• [DIRECTIONS] Write out exactly, with no other output, the lines below from the one that contains "middle tip: (402, 352)" through the end.

Start of RECORDS PROVIDED

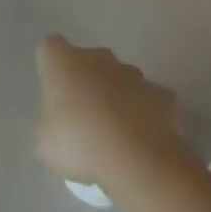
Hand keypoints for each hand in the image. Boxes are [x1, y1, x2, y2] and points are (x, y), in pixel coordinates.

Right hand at [35, 36, 186, 187]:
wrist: (138, 162)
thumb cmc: (80, 144)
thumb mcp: (46, 143)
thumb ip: (50, 125)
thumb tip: (59, 127)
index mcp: (61, 59)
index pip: (50, 49)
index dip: (53, 70)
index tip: (55, 95)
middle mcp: (96, 56)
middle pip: (89, 60)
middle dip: (88, 81)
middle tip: (85, 116)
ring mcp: (133, 74)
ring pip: (122, 79)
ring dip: (119, 96)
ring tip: (118, 132)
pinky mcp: (164, 96)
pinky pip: (151, 100)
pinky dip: (148, 114)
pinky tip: (145, 139)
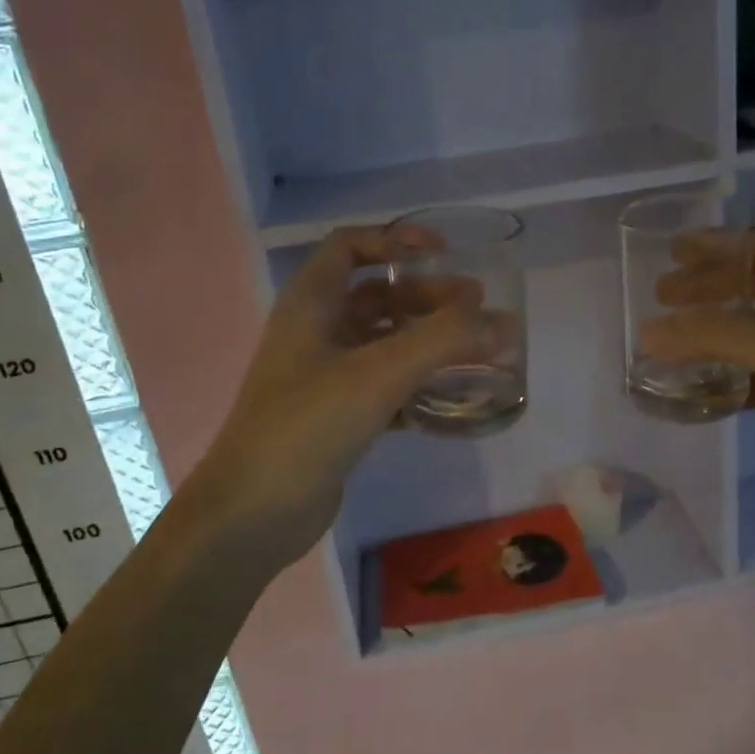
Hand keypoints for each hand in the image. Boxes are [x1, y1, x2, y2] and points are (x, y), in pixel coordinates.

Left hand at [180, 225, 493, 575]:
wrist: (253, 513)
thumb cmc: (307, 426)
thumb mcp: (378, 374)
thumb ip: (443, 342)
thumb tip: (501, 321)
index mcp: (310, 304)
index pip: (349, 246)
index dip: (394, 239)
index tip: (442, 253)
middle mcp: (315, 331)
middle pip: (377, 295)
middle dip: (427, 296)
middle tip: (477, 308)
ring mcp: (324, 375)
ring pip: (384, 341)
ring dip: (428, 340)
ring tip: (477, 350)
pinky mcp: (337, 414)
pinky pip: (385, 383)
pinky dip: (417, 383)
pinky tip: (452, 396)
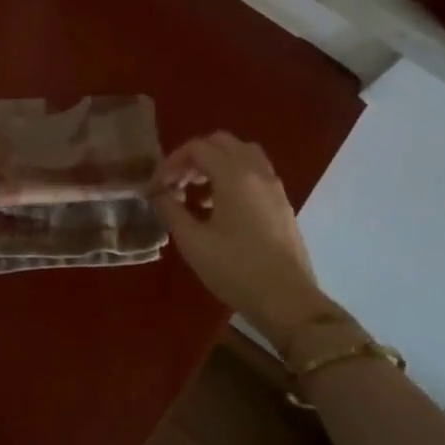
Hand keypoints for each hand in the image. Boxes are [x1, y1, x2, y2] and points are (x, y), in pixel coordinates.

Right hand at [152, 132, 342, 354]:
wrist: (287, 301)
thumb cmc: (235, 269)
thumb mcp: (192, 241)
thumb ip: (170, 209)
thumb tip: (157, 192)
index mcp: (234, 175)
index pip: (197, 148)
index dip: (171, 161)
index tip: (157, 186)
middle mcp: (257, 171)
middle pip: (221, 143)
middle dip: (194, 157)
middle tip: (177, 183)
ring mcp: (274, 186)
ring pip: (242, 154)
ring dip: (216, 164)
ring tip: (198, 194)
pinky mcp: (282, 203)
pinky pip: (255, 173)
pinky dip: (234, 176)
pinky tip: (221, 208)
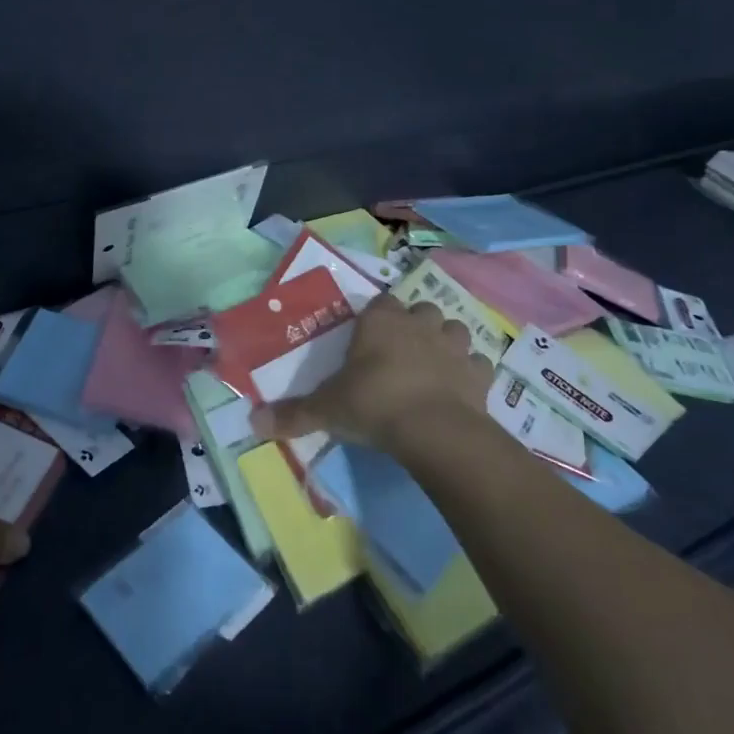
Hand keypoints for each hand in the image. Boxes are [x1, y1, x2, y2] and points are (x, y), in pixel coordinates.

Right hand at [251, 293, 495, 454]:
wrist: (433, 430)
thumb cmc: (373, 405)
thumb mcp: (326, 410)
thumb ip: (292, 414)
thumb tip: (253, 423)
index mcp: (380, 321)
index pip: (381, 302)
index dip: (377, 318)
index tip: (370, 338)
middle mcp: (419, 324)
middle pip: (421, 310)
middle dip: (415, 324)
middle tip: (402, 352)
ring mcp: (453, 346)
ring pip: (455, 329)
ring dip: (446, 342)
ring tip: (434, 364)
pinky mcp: (479, 373)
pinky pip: (479, 364)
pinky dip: (471, 372)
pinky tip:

End of RECORDS PROVIDED

• [RESULT OF THIS TASK]
middle tip: (402, 352)
ring mcp: (453, 346)
ring pip: (455, 329)
ring dip: (446, 342)
ring tip: (434, 364)
pinky mcp: (479, 373)
pinky pip: (479, 364)
pinky dip: (471, 372)
pinky tip:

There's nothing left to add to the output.